REQUIRED ACTION: Give the number of lines in the material below where the word "Красина" shows up, without anything else.

============================================================

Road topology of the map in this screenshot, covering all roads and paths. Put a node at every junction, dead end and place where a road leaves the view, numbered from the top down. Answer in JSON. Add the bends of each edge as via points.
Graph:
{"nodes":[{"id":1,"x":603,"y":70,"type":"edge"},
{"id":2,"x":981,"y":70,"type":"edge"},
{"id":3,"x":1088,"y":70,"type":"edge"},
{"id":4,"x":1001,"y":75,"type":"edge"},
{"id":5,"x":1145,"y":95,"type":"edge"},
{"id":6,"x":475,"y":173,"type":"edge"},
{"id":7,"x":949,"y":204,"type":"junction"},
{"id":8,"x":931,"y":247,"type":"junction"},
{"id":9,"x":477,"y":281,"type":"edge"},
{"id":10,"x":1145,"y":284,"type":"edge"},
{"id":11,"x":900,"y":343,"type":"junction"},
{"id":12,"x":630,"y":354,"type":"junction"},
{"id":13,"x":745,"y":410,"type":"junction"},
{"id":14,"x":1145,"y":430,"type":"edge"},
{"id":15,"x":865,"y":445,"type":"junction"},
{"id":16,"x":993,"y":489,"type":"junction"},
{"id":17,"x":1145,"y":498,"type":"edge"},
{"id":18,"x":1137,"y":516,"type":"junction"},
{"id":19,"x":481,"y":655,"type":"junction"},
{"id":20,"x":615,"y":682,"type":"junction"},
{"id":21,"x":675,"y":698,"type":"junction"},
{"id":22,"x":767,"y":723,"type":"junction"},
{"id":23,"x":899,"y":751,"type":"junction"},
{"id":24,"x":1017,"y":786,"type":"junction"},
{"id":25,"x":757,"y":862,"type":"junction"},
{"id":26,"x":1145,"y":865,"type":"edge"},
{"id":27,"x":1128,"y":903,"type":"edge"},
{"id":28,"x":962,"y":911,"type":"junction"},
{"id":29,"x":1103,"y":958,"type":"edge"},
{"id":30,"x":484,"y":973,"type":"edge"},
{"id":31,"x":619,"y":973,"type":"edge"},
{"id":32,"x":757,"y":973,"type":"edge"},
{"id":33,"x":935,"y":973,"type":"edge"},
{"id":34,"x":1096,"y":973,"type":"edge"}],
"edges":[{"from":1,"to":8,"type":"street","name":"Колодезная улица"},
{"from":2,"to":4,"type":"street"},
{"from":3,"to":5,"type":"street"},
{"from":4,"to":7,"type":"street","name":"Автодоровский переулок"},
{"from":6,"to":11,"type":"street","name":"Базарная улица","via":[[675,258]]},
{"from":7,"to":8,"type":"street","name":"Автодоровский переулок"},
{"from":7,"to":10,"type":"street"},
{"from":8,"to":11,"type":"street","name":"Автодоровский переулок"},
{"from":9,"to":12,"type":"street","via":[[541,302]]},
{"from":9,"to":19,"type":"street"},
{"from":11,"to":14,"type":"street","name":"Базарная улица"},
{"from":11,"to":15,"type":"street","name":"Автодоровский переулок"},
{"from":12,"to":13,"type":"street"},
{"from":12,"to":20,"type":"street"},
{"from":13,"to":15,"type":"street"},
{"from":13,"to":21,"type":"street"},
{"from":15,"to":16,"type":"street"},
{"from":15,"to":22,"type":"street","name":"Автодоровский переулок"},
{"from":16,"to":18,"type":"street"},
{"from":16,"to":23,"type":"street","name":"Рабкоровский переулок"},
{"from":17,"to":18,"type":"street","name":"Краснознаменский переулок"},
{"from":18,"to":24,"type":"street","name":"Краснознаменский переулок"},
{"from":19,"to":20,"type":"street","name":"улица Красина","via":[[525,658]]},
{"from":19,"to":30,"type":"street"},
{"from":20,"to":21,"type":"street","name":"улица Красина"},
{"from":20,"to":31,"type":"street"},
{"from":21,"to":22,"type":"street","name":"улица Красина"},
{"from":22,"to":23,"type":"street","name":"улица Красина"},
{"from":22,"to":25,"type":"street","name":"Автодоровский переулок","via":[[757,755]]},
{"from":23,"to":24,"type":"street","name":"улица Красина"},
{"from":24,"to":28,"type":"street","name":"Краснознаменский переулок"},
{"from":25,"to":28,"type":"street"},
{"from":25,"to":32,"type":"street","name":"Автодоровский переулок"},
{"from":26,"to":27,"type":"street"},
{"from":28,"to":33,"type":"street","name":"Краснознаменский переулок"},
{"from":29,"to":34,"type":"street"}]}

============================================================

EXPECTED ANSWER: 5